Hypertrophic Cardiomyopathy; Stroke; Heart Aneurysm; Multimodal Imaging

A 33-year-old Brazilian man was admitted to the emergency department with sudden onset of global aphasia and right hemiparesis. An urgent CT angiography of the cerebral arteries confirmed the stroke diagnosis, showing an occlusion of the left internal carotid artery. The patient underwent systemic thrombolysis and mechanical thrombectomy with subsequent neurological improvement. Considering the stroke diagnosis in a young adult most likely of cardioembolic origin, he undertook a thorough diagnostic workup. Of importance, he had a family history of cardiomyopathy, namely his father with hypertrophic cardiomyopathy (HCM) and his grandfather with Chagas disease. However, the patient had no cardiac symptoms (such as exertional dyspnea, chest pain, palpitations, or syncope), cardiovascular risk factors, or history of illicit drug abuse, and he had not performed heart tests since his youth. During hospitalization, his electrocardiogram showed sinus rhythm (68/minute) with T-wave inversion in inferior leads (II, III, aVF), leads I and V6, but no criteria for left ventricular (LV) hypertrophy. He also performed a 24-hour Holter monitoring, ruling out atrial fibrillation or other arrhythmias. Transthoracic echocardiography ( Figure 1 , Supplementary Video 1, Supplementary Video 2) revealed moderate asymmetric septal LV hypertrophy (interventricular septum thickness 14 mm, posterior wall thickness 9 mm), mildly reduced LV ejection fraction (45%), apical akinesia, and an image suggestive of thrombus, explaining the cardioembolic stroke.

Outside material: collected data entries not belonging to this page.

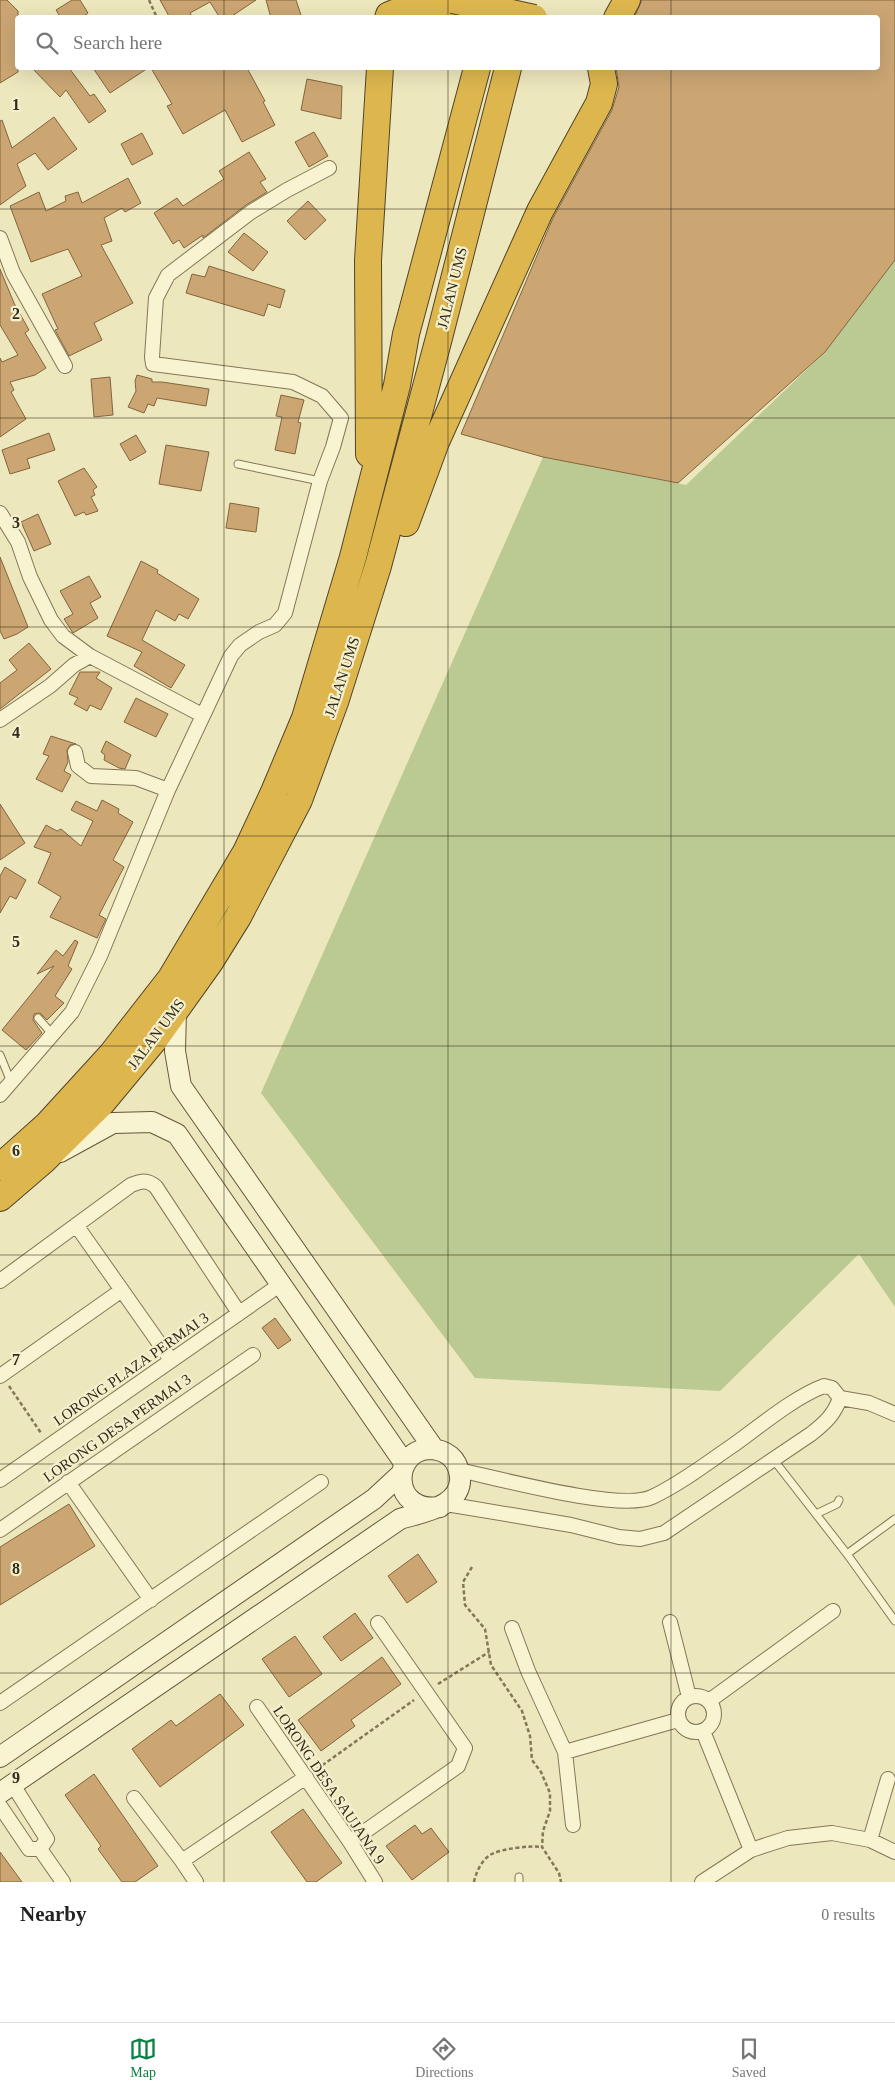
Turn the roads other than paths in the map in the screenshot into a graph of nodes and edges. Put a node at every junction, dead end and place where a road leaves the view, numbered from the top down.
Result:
1 (453, 0) edge
2 (495, 0) edge
3 (525, 0) edge
4 (626, 0) edge
5 (390, 15) edge
6 (469, 15) edge
7 (491, 15) edge
8 (520, 15) edge
9 (521, 15) edge
10 (618, 15) edge
11 (380, 70) edge
12 (476, 70) edge
13 (507, 70) edge
14 (602, 70) edge
15 (329, 168) dead end
16 (0, 238) edge
17 (65, 366) dead end
18 (238, 464) dead end
19 (320, 481) junction
20 (369, 495) junction
21 (0, 513) edge
22 (378, 566) junction
23 (90, 656) junction
24 (202, 715) junction
25 (0, 720) edge
26 (75, 752) dead end
27 (168, 790) junction
28 (176, 1010) junction
29 (38, 1018) dead end
30 (53, 1035) junction
31 (0, 1055) edge
32 (6, 1085) edge
33 (0, 1094) edge
34 (43, 1161) junction
35 (0, 1167) edge
36 (0, 1198) edge
37 (76, 1225) junction
38 (0, 1281) edge
39 (281, 1284) junction
40 (122, 1290) junction
41 (239, 1313) junction
42 (253, 1354) dead end
43 (171, 1360) junction
44 (1, 1375) edge
45 (840, 1398) junction
46 (895, 1414) edge
47 (434, 1449) junction
48 (772, 1459) junction
49 (403, 1469) junction
50 (459, 1470) junction
51 (0, 1480) edge
52 (68, 1482) junction
53 (321, 1482) dead end
54 (839, 1500) dead end
55 (443, 1505) junction
56 (816, 1514) junction
57 (895, 1519) edge
58 (0, 1530) edge
59 (847, 1554) junction
60 (151, 1600) junction
61 (832, 1611) dead end
62 (670, 1622) dead end
63 (895, 1622) edge
64 (378, 1623) dead end
65 (512, 1628) dead end
66 (689, 1697) junction
67 (709, 1701) junction
68 (0, 1703) edge
69 (256, 1707) dead end
70 (678, 1720) junction
71 (703, 1731) junction
72 (565, 1752) junction
73 (0, 1757) edge
74 (306, 1777) junction
75 (888, 1779) dead end
76 (6, 1789) edge
77 (134, 1798) dead end
78 (0, 1806) edge
79 (573, 1825) dead end
80 (870, 1840) junction
81 (350, 1842) junction
82 (40, 1849) junction
83 (751, 1850) junction
84 (895, 1852) edge
85 (182, 1862) junction
86 (64, 1882) edge
87 (196, 1882) edge
88 (375, 1882) edge
89 (702, 1882) edge

1 - 8 highway, bridge
2 - 7 highway
3 - 9 highway
4 - 10 highway
5 - 6 highway
11 - 20 highway
12 - 20 highway, JALAN UMS
13 - 22 highway, JALAN UMS
14 - 22 highway
15 - 19 street
16 - 17 street
18 - 19 lane
19 - 24 street
20 - 35 highway, JALAN UMS
21 - 23 street
22 - 28 highway, JALAN UMS
23 - 24 street
23 - 25 street
24 - 27 street
26 - 27 street
27 - 30 street
28 - 34 highway, JALAN UMS
28 - 47 street
29 - 30 lane
30 - 32 street
31 - 32 lane
32 - 33 street
34 - 36 highway, JALAN UMS
34 - 39 street
37 - 38 street
37 - 40 street
37 - 41 street
39 - 41 street, LORONG PLAZA PERMAI 3
39 - 49 street
40 - 43 street
40 - 44 street
41 - 43 street, LORONG PLAZA PERMAI 3
42 - 52 street, LORONG DESA PERMAI 3
43 - 51 street, LORONG PLAZA PERMAI 3
45 - 46 street
45 - 48 street
45 - 50 street
47 - 49 street
47 - 50 street
48 - 55 street
48 - 56 lane
49 - 55 street
49 - 73 street
50 - 55 street
52 - 58 street, LORONG DESA PERMAI 3
52 - 60 street
53 - 60 street
54 - 56 lane
55 - 76 street
56 - 59 lane
57 - 59 lane
59 - 63 lane
60 - 68 street
61 - 67 street
62 - 66 street
64 - 81 street
65 - 72 street
66 - 67 street
66 - 70 street
67 - 71 street
69 - 74 street, LORONG DESA SAUJANA 9
70 - 71 street
70 - 72 street
71 - 83 street
72 - 79 street
74 - 81 street, LORONG DESA SAUJANA 9
74 - 85 street
75 - 80 street
76 - 82 street
77 - 85 street
78 - 82 street
80 - 83 street
80 - 84 street
81 - 88 street, LORONG DESA SAUJANA 9
82 - 86 street
83 - 89 street
85 - 87 street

Cardiovascular magnetic resonance (CMR) confirmed the diagnosis of HCM, with extensive apical fibrosis and akinesia of the apical segments, outlining an apical aneurysm and thrombus ( Figure 2 ). Coronary angiography was performed regarding the possibility of concomitant ischemic heart disease, ruling out obstructive coronary artery disease. Serologic examination for Trypanosoma cruzi was negative. The patient was started on systemic anticoagulation with a vitamin K antagonist (VKA). Considering the diagnosis of HCM with extensive apical fibrosis and an apical aneurism, after patient-shared decision-making, it was decided to place a subcutaneous implantable cardioverter-defibrillator (S-ICD). He was discharged after 18 days. At the 1-year follow-up, control transthoracic echocardiography showed complete resolution of the apical thrombus, and the patient remained on systemic anticoagulation with a VKA.

Figure 1
– Transthoracic echocardiography raising the suspicion of hypertrophic cardiomyopathy and apical thrombus. Panel A) Transthoracic echocardiography (apical four-chamber view) showing asymmetric septal left ventricular (LV) hypertrophy (red arrow) and an image suggestive of thrombus (white arrow). Panel B) Zoom image (from apical four-chamber view) depicting a hyperechoic mass within the LV apex.

Figure 2
– Cardiovascular magnetic resonance (CMR) confirming the diagnosis of hypertrophic cardiomyopathy. Panel A) Cine steady state-free precession non-contrast CMR image (four-chamber view) showing significant left ventricular (LV) hypertrophy and an aneurysmatic LV apex (arrowheads) containing an intracavitary thrombus (black arrow). Panel B) CMR inversion recovery sequence (four-chamber view) confirming the diagnosis of hypertrophic cardiomyopathy. There is patchy intramyocardial late gadolinium enhancement (LGE) in the interventricular septum (red arrow), transmural LGE at the apex and lateral apical LV segment (white arrowheads), and an intracavitary thrombus (black arrow) within the LV aneurysm.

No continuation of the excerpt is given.